[R-sig-Geo] Memory problems with dnearneigh in spdep -- related data questions

Empty Empty phytophthorasb at yahoo.com
Fri Apr 12 23:29:36 CEST 2013

Thanks again, Roger. I will work on the rasters and learning the focal method for this.
In the interest of learning for beyond this particular analysis, I'm a bit confused about what I'm seeing in the data summaries and how to understand it. I realize understanding one's data is extremely fundamental, sorry.

The data I was using was from a points file generated in ArcGIS. I have another older Arc-generated points file of the same data that is not projected and proj4string NA, but everything else is the same
When I took an older raster of the data that I have and converted it to points in R (package: raster),
I get the following summary

Object of class SpatialPointsDataFrame
Coordinates:
min      max
x -17.52090 51.40407
y -34.82918 37.53746
Is projected: NA
proj4string : [NA]
Number of points: 36820887
Data attributes:
Min.   1st Qu.    Median      Mean   3rd Qu.      Max.
0.00      0.28      2.57     26.43     10.51 103100.00

So it is the same, except it isn't projected and it doesn't have that entry, NA's. Where the ones that come from ArcGIS have a very high number of NA's (all but 1 million of the points - 35m out of 36m).
Again it's all from a 1k raster.

1) Any ideas why the difference in NA's and if this might be part of my problem? And in general, what would one check for in the data to avoid this problem (if it is a problem)?
2) In the projected data set, it clearly says units=m (inside the proj4string entry), so if I do a distance threshold can I assume it is calculating in meters? If it isn't projected, is the default then lat lon and kilometers? In general, if I'm looking at a summary of data, how do I know in what units it is going to be interpreting a distance threshold (or something similar for any other function)?

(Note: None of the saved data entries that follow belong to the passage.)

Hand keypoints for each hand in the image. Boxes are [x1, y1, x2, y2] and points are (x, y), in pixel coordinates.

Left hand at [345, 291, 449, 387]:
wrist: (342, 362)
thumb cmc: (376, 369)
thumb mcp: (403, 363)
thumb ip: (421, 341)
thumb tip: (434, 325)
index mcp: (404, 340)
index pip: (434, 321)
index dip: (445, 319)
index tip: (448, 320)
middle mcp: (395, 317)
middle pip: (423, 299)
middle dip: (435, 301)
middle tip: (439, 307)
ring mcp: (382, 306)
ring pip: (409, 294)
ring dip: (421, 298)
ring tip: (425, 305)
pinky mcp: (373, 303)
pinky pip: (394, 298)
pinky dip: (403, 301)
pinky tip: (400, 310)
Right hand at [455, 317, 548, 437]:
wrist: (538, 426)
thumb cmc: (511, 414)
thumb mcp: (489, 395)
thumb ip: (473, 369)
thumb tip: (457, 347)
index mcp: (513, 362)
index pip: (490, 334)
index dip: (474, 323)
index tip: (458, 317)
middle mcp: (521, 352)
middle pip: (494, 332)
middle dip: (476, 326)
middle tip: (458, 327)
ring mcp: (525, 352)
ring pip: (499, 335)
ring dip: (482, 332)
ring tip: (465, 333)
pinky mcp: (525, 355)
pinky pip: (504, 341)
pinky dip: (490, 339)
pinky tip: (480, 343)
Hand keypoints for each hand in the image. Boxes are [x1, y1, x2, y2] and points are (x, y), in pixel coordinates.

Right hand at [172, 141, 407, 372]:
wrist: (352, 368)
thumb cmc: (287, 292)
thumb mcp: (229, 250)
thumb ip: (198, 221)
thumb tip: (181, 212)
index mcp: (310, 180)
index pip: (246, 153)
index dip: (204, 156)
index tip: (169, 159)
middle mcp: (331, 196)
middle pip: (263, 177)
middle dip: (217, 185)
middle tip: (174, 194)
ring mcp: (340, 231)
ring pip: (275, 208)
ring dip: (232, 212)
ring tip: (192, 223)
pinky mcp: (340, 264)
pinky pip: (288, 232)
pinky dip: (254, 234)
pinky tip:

Some weeks ago, I successfully ran the G* with dnearneigh on a subset of the data - just Ethiopia (the points file was generated from ArcGIS). The distance threshold I used was 30 (honestly I was just trying to see if it would run, there was no theoretical reason for 30). The output made sense and was similar to what my colleague got in ArcGIS for Ethiopia.

Summary of data:
Object of class SpatialPointsDataFrame
Coordinates:
min     max
coords.x1 -162966.9 1492490
coords.x2  377203.2 1642482
Is projected: TRUE
proj4string :
[+proj=utm +zone=37 +datum=WGS84 +units=m +no_defs +ellps=WGS84 +towgs84=0,0,0]
Number of points: 1335221
Data attributes:
OBJECTID          POINTID    GRID_CODE
Min.   :      1   Min.   :0   Min.   :    0.00
1st Qu.: 333806   1st Qu.:0   1st Qu.:    5.32
Median : 667611   Median :0   Median :   15.25
Mean   : 667611   Mean   :0   Mean   :   59.38
3rd Qu.:1001416   3rd Qu.:0   3rd Qu.:   69.10
Max.   :1335221   Max.   :0   Max.   :72526.11

3) This data set doesn't have the NA's and it worked. Hmmm. But the units are in meters and I used a distance threshold of 30. For 1km data, shouldn't there have been no neighbors at 30m? Why did this work? or was it calculating kilometers instead?

Thanks for any insight,

Juliann

----- Original Message -----
From: Roger Bivand <Roger.Bivand at nhh.no>
To: Empty Empty <phytophthorasb at yahoo.com>
Cc: "r-sig-geo at r-project.org" <r-sig-geo at r-project.org>
Sent: Wednesday, April 10, 2013 12:10 AM
Subject: Re: [R-sig-Geo] Memory problems with dnearneigh in spdep

On Tue, 9 Apr 2013, Empty Empty wrote:

> Thanks so much, Roger, for your suggestions.
> I should have realized it was taking kilometers rather than meters!
>
> My summary(r) is:
> Object of class SpatialPointsDataFrame
> Coordinates:
>                 min      max
> coords.x1 -17.52090 51.40407
> coords.x2 -34.82918 37.53746
> Is projected: TRUE proj4string :
> [+proj=aea +lat_1=20 +lat_2=-23 +lat_0=0 +lon_0=25 +x_0=0 +y_0=0 +ellps=WGS84
> +datum=WGS84 +units=m +no_defs +towgs84=0,0,0]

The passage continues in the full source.